Suppose that a function has n pieces of before-advice (numbered from 0 through n−1), m pieces of around-advice and k pieces of after-advice. Assuming no piece of advice is protected, the combined definition produced to implement the advice for a function looks like this:
(lambda arglist [ [advised-docstring] [(interactive ...)] ] (let (ad-return-value) before-0-body-form... .... before-n−1-body-form... around-0-body-form... around-1-body-form... .... around-m−1-body-form... (setq ad-return-value apply original definition to arglist) end-of-around-m−1-body-form... .... end-of-around-1-body-form... end-of-around-0-body-form... after-0-body-form... .... after-k−1-body-form... ad-return-value))
Macros are redefined as macros, which means adding
the beginning of the combined definition.
The interactive form is present if the original function or some piece
of advice specifies one.
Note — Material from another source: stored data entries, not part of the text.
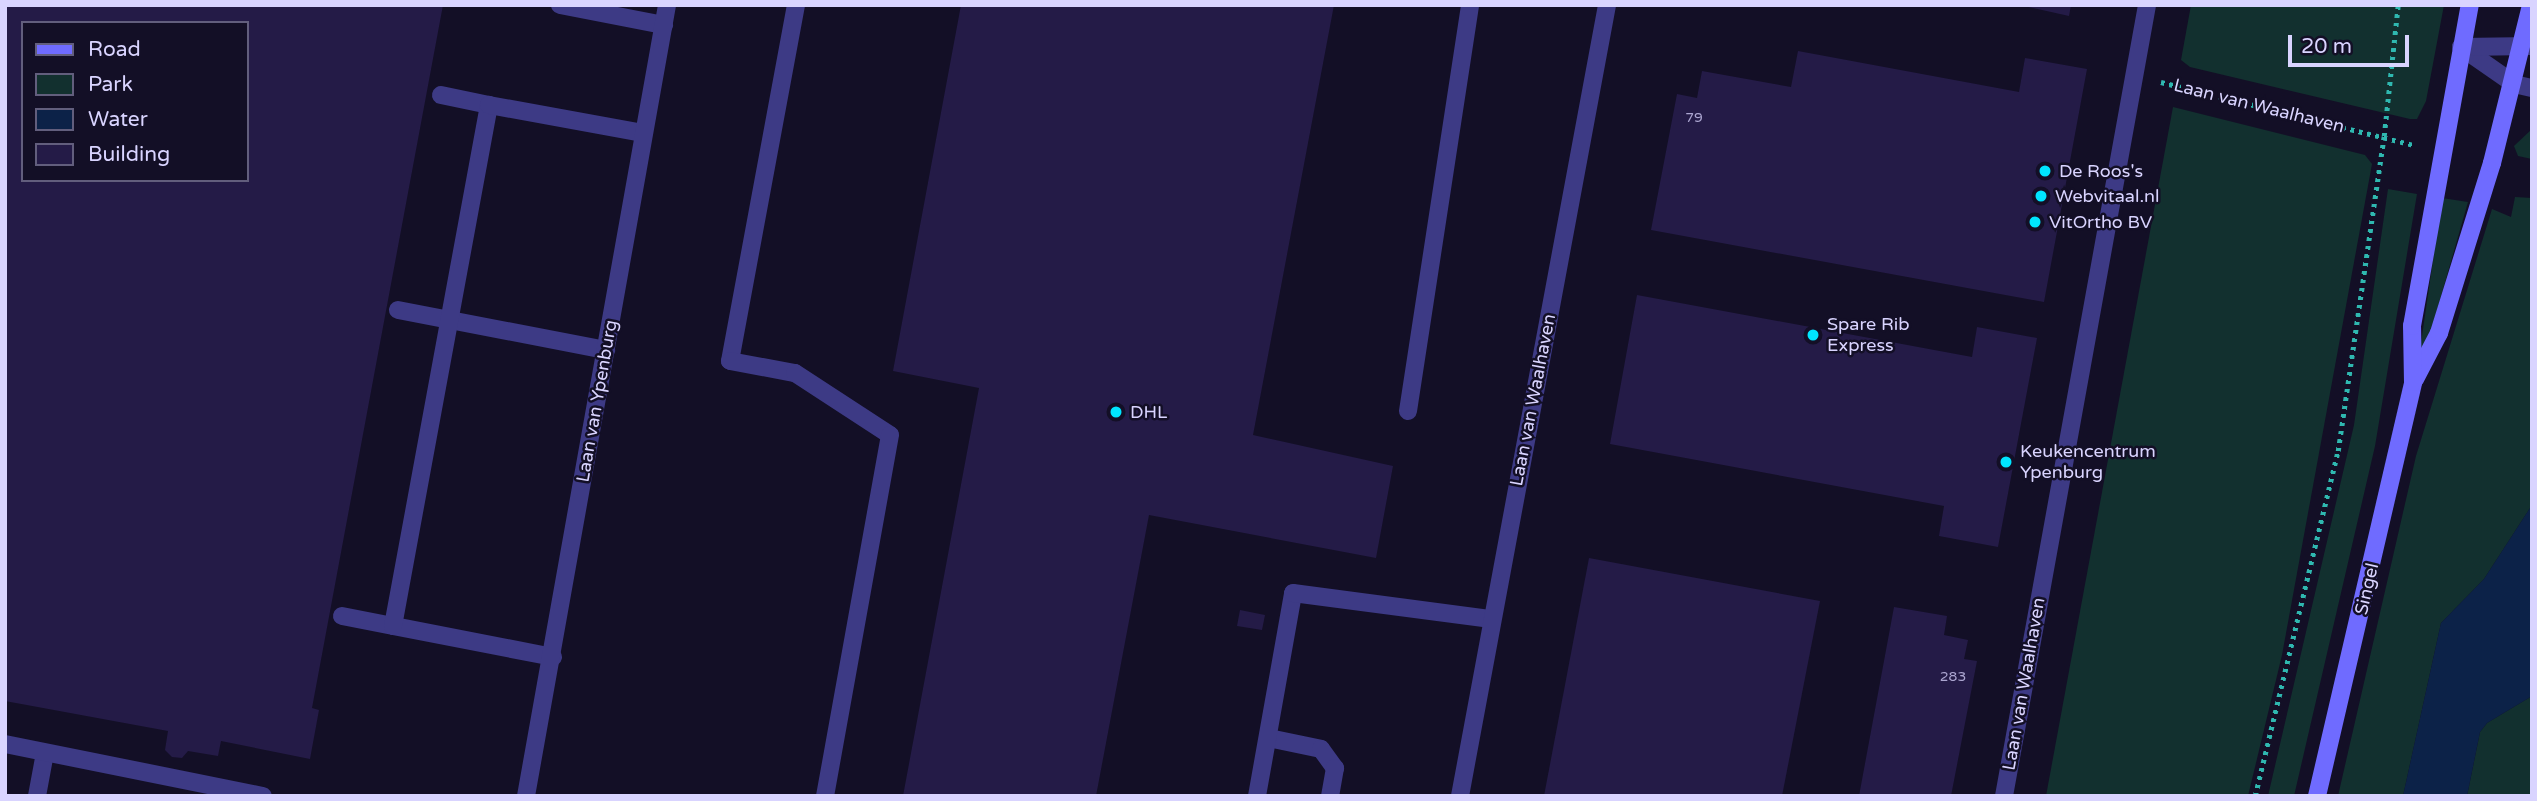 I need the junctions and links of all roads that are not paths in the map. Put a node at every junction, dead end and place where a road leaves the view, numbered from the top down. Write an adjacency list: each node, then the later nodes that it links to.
1 (560, 5): 9 (street)
2 (667, 5): 9 (street, Laan van Ypenburg)
3 (796, 5): 31 (street)
4 (1470, 5): 20 (street)
5 (1607, 5): 22 (street, Laan van Waalhaven)
6 (2147, 5): 35 (street, Laan van Waalhaven)
7 (2470, 5): 11 (main road, Singel)
8 (2531, 5): 10 (main road, Singel)
9 (664, 25): 15 (street, Laan van Ypenburg)
10 (2528, 45): 11 (street); 12 (main road, Singel)
11 (2461, 47): 12 (street); 19 (main road, Singel)
12 (2523, 86): 19 (main road, Singel)
13 (442, 95): 14 (street)
14 (489, 105): 15 (street); 17 (street)
15 (643, 133): 18 (street, Laan van Ypenburg)
16 (398, 310): 17 (street)
17 (449, 320): 18 (street); 23 (street)
18 (606, 349): 24 (street, Laan van Ypenburg)
19 (2413, 382): 36 (main road, Singel)
20 (1408, 411)
21 (342, 616): 23 (street)
22 (1491, 619): 25 (street); 34 (street, Laan van Waalhaven)
23 (393, 626): 24 (street)
24 (552, 657): 30 (street, Laan van Ypenburg)
25 (1269, 738): 32 (street); 33 (street)
26 (5, 744): 27 (street)
27 (45, 752): 28 (street); 29 (street)
28 (37, 796)
29 (263, 796)
30 (526, 796)
31 (825, 796)
32 (1258, 796)
33 (1330, 796)
34 (1460, 796)
35 (2004, 796)
36 (2317, 796)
When an interactive primitive function is
advised, advice uses a special method: it calls the primitive with
call-interactively so that it will read its own arguments.
In this case, the advice cannot access the arguments.
The body forms of the various advice in each class are assembled according to their specified order. The forms of around-advice l are included in one of the forms of around-advice l − 1.
The innermost part of the around advice onion is
apply original definition to arglist
whose form depends on the type of the original function. The variable
ad-return-value is set to whatever this returns. The variable is
visible to all pieces of advice, which can access and modify it before
it is actually returned from the advised function.
The semantic structure of advised functions that contain protected
pieces of advice is the same. The only difference is that
unwind-protect forms ensure that the protected advice gets
executed even if some previous piece of advice had an error or a
non-local exit. If any around-advice is protected, then the whole
around-advice onion is protected as a result.